|
|
|
|
|
by jonnathanson
4680 days ago
|
|
My guess is that the same principle applies to crosswords (for example) that applies to lifting weights: you have to keep ramping up the difficulty in order to realize the benefits. If you're just doing the easy/comfortable crossword puzzle every day, you're not challenging yourself. A cognitive task that is actually challenging will probably yield a lot better results. Learning a new language, studying a new level of mathematics, taking up a new hobby, learning chess, etc. Every time a task becomes trivial, you need to increase the difficulty or find another task. As for "listening to Mozart," that strikes me as an extremely passive (i.e., cognitively untaxing) activity.
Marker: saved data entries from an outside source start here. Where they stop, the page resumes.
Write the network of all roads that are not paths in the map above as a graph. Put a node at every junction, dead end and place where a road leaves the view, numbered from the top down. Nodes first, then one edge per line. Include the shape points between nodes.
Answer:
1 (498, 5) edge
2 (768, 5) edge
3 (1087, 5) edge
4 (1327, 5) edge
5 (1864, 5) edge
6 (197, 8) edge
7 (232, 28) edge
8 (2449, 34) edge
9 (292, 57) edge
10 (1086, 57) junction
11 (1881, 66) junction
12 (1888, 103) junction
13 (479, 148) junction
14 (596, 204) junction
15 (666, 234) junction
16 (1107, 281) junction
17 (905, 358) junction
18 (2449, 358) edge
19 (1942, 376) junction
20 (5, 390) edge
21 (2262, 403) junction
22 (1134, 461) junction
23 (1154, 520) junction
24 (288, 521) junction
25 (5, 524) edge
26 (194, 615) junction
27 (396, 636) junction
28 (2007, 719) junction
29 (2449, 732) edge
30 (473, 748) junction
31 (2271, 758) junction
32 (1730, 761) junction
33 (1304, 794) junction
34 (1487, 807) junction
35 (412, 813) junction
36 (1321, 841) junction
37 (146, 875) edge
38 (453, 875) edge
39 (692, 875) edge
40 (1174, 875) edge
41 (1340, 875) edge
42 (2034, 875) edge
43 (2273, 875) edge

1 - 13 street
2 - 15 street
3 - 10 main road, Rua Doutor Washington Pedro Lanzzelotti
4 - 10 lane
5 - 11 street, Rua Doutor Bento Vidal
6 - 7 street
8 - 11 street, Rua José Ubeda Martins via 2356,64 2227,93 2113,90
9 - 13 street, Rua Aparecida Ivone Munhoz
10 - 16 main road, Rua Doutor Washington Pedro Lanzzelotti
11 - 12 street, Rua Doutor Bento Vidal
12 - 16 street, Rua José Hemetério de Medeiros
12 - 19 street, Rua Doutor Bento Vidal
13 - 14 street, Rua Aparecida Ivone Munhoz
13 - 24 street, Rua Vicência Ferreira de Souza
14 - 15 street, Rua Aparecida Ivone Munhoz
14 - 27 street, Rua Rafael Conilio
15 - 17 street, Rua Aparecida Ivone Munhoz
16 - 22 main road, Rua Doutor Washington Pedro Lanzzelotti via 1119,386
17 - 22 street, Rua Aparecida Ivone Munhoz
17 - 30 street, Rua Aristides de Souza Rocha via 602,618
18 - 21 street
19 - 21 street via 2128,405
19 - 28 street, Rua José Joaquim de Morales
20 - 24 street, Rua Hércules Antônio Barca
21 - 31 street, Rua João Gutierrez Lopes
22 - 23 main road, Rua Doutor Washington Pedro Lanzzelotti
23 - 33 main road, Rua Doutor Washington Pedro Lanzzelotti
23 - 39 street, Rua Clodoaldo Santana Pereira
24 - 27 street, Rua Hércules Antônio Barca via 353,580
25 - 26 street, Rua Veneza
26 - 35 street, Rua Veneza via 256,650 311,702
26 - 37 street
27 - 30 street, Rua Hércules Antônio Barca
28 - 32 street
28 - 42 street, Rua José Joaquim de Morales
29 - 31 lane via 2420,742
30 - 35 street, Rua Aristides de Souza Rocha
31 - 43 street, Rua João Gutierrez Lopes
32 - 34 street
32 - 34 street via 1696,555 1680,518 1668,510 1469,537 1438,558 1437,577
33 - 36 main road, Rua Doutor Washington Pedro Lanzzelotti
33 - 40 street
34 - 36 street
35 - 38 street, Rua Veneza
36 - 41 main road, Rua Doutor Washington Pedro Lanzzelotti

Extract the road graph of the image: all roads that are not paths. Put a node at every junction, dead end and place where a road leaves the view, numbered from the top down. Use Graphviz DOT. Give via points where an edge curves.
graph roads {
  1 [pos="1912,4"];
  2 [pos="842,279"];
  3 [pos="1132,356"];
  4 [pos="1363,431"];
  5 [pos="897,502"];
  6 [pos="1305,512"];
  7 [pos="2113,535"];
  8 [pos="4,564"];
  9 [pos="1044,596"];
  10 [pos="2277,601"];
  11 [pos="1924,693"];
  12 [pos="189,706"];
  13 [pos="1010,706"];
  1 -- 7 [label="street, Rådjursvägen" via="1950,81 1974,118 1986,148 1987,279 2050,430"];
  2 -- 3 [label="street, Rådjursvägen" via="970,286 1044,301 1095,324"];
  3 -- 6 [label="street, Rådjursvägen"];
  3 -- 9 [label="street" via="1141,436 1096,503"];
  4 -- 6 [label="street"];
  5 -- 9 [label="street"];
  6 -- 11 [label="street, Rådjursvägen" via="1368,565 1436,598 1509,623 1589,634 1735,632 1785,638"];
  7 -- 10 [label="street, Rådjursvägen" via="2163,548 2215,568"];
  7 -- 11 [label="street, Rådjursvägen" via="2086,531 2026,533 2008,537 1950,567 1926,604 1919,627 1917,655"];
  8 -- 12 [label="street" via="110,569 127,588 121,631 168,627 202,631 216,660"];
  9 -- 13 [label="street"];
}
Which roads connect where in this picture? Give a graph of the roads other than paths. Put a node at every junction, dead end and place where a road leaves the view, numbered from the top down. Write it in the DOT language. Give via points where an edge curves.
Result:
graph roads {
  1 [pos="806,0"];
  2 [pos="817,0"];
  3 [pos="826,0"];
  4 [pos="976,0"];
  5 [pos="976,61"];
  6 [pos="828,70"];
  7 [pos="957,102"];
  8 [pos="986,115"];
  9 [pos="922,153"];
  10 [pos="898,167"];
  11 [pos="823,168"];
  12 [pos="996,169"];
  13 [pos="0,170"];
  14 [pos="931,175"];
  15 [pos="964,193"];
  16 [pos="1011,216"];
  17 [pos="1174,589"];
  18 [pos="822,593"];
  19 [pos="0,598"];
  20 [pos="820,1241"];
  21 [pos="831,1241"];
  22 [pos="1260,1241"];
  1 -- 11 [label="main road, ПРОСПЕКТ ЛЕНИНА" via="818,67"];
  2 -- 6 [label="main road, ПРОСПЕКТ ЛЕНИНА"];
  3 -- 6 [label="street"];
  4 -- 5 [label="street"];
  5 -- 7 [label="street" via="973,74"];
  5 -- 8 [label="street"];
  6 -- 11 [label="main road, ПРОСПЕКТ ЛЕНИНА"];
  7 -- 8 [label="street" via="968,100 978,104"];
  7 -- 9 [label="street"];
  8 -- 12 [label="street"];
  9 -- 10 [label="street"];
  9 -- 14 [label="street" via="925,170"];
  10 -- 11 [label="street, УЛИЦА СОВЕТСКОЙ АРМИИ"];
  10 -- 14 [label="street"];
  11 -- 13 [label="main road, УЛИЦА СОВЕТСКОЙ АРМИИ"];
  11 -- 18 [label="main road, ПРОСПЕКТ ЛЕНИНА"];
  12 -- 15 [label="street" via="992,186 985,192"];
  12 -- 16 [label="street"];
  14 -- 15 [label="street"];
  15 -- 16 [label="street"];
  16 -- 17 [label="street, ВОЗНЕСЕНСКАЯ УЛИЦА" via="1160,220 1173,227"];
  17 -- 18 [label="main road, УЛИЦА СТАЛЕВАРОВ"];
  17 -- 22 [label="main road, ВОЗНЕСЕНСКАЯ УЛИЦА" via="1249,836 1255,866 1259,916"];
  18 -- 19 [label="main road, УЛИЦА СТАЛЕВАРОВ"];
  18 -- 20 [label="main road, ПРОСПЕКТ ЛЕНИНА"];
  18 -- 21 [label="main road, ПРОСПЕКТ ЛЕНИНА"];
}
I've always been highly skeptical of the putative benefits of listening to music, because the brain is extremely good at "tuning out" ambient sounds. I'd be more inclined to believe there's some benefit if the listener actively attempts to listen and perform another task simultaneously. Trying to keep attention focused on two very complex tasks at once is challenging; simply kicking back and letting music stream in the background is not. I'm sure there are creative benefits to listening to complex and stimulating music, but one needs to be actively engaged in the music. |
|
My lay theorizing on this: certain types of music (and much of the classical repetoire) helps relax the mind. We spend far too much of our time being grossly overstimulated, and I've found that a great many of the typical stimulations in a Western experience (advertising, technology, popular music, city streets, etc.) simply wear at me. Nature, nonlinear landscapes, classical (or earlier) Western music (there is some awfully annoying non-western music, Indonesian gamelan being very high on the annoyance list for me) help immensely in this regard.
Just as strength training is stimulus for growth that comes during recovery, I suspect music may be part of the downtime which helps the brain and/or emotional / stress aspects of the body recover. Meditation or similar practices might operate similarly.
Total armchair theory here, but it's what I've got.